● **Task**: Word for word, restate the data that follows, omitting the images.

• • •

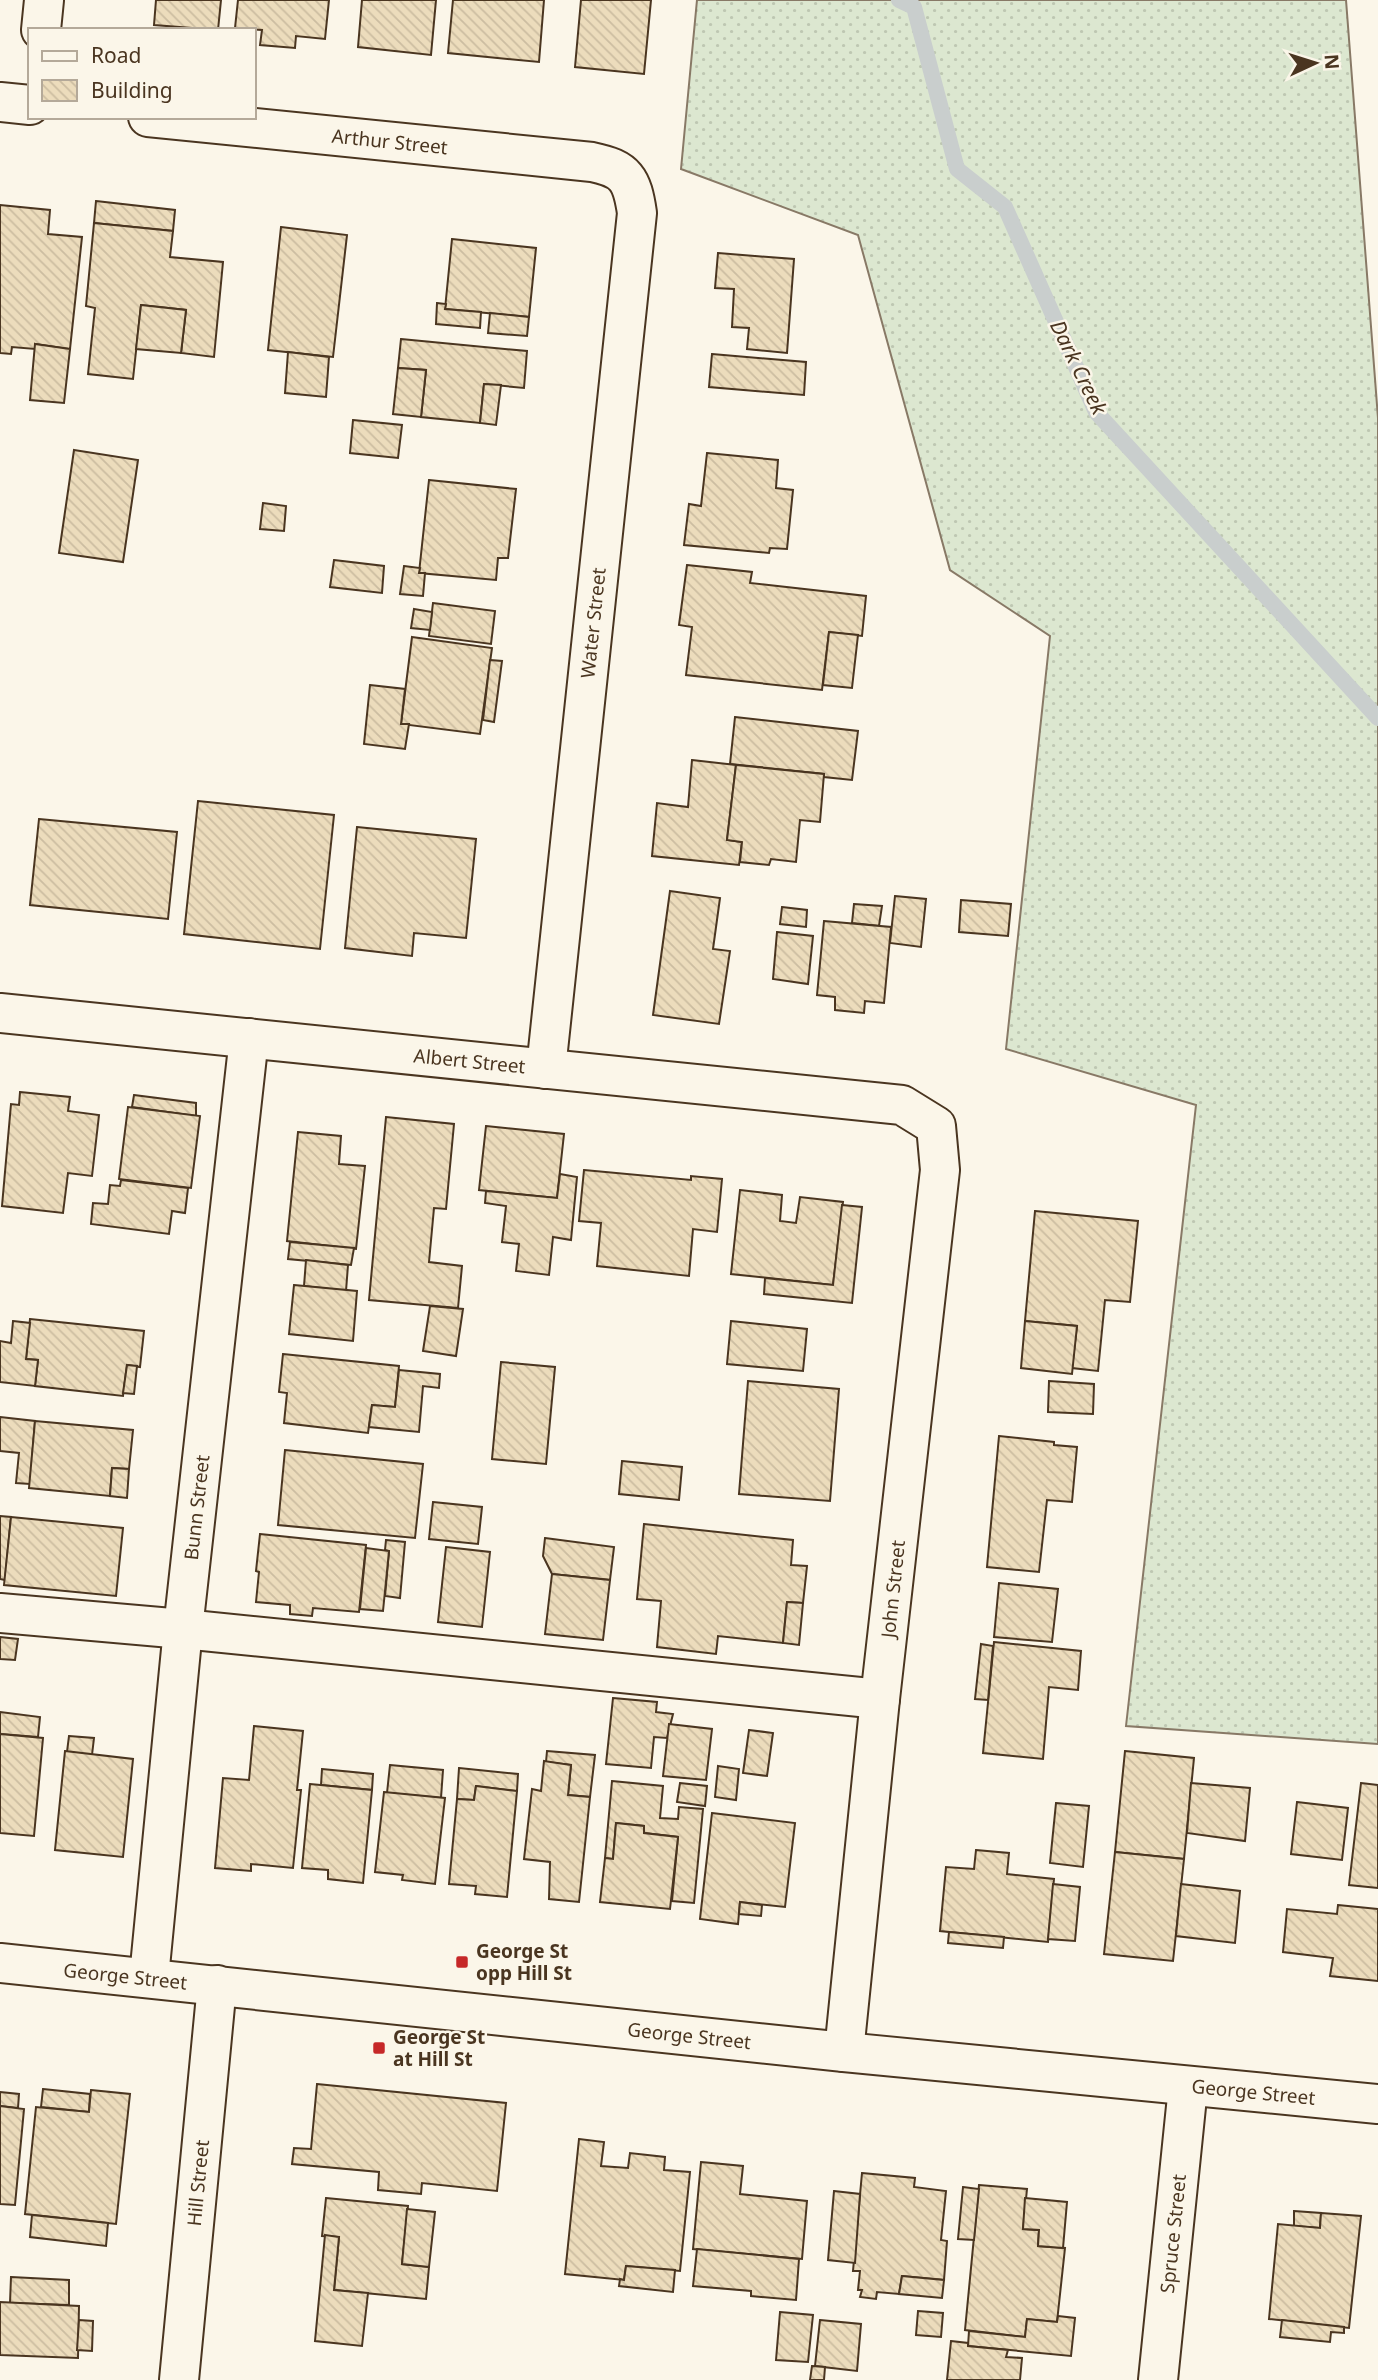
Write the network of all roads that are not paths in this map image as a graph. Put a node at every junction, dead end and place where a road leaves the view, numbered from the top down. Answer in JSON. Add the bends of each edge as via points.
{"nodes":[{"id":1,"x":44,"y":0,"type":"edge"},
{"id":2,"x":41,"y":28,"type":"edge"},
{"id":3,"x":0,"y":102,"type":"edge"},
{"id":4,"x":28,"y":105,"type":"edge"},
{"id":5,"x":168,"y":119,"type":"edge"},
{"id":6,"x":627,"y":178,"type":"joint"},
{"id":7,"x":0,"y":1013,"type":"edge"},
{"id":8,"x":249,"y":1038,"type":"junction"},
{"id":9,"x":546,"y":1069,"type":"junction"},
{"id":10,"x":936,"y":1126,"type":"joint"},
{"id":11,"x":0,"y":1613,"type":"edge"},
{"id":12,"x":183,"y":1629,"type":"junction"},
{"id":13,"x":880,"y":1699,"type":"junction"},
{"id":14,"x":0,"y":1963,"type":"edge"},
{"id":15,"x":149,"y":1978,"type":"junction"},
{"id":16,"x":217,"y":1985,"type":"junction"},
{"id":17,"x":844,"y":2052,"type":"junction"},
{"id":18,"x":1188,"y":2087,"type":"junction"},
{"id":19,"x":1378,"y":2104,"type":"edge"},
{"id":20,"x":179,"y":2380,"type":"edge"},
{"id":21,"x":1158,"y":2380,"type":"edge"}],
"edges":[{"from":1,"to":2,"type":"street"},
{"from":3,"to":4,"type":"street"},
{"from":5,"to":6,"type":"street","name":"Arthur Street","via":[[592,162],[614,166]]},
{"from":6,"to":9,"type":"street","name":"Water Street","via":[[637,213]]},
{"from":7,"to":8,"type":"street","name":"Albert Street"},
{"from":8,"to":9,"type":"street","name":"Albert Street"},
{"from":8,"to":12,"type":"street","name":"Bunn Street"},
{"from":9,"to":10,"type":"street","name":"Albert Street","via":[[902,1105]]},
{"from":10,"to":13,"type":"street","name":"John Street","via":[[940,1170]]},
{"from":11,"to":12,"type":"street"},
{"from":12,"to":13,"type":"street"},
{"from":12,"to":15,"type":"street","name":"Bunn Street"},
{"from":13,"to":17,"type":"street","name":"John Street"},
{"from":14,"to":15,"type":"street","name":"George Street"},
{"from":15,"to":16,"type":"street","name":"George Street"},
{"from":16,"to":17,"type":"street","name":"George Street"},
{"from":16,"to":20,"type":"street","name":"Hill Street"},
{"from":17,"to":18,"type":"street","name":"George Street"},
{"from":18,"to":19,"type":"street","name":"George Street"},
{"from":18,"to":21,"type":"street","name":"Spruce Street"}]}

• • •

● **Solved problem**:
Write the network of all roads that are not paths in this map image as a graph. Put a node at every junction, dead end and place where a road leaves the view, numbered from the top down. Answer in JSON. Add the bends of each edge as via points.
{"nodes":[{"id":1,"x":44,"y":0,"type":"edge"},
{"id":2,"x":41,"y":28,"type":"edge"},
{"id":3,"x":0,"y":102,"type":"edge"},
{"id":4,"x":28,"y":105,"type":"edge"},
{"id":5,"x":168,"y":119,"type":"edge"},
{"id":6,"x":627,"y":178,"type":"joint"},
{"id":7,"x":0,"y":1013,"type":"edge"},
{"id":8,"x":249,"y":1038,"type":"junction"},
{"id":9,"x":546,"y":1069,"type":"junction"},
{"id":10,"x":936,"y":1126,"type":"joint"},
{"id":11,"x":0,"y":1613,"type":"edge"},
{"id":12,"x":183,"y":1629,"type":"junction"},
{"id":13,"x":880,"y":1699,"type":"junction"},
{"id":14,"x":0,"y":1963,"type":"edge"},
{"id":15,"x":149,"y":1978,"type":"junction"},
{"id":16,"x":217,"y":1985,"type":"junction"},
{"id":17,"x":844,"y":2052,"type":"junction"},
{"id":18,"x":1188,"y":2087,"type":"junction"},
{"id":19,"x":1378,"y":2104,"type":"edge"},
{"id":20,"x":179,"y":2380,"type":"edge"},
{"id":21,"x":1158,"y":2380,"type":"edge"}],
"edges":[{"from":1,"to":2,"type":"street"},
{"from":3,"to":4,"type":"street"},
{"from":5,"to":6,"type":"street","name":"Arthur Street","via":[[592,162],[614,166]]},
{"from":6,"to":9,"type":"street","name":"Water Street","via":[[637,213]]},
{"from":7,"to":8,"type":"street","name":"Albert Street"},
{"from":8,"to":9,"type":"street","name":"Albert Street"},
{"from":8,"to":12,"type":"street","name":"Bunn Street"},
{"from":9,"to":10,"type":"street","name":"Albert Street","via":[[902,1105]]},
{"from":10,"to":13,"type":"street","name":"John Street","via":[[940,1170]]},
{"from":11,"to":12,"type":"street"},
{"from":12,"to":13,"type":"street"},
{"from":12,"to":15,"type":"street","name":"Bunn Street"},
{"from":13,"to":17,"type":"street","name":"John Street"},
{"from":14,"to":15,"type":"street","name":"George Street"},
{"from":15,"to":16,"type":"street","name":"George Street"},
{"from":16,"to":17,"type":"street","name":"George Street"},
{"from":16,"to":20,"type":"street","name":"Hill Street"},
{"from":17,"to":18,"type":"street","name":"George Street"},
{"from":18,"to":19,"type":"street","name":"George Street"},
{"from":18,"to":21,"type":"street","name":"Spruce Street"}]}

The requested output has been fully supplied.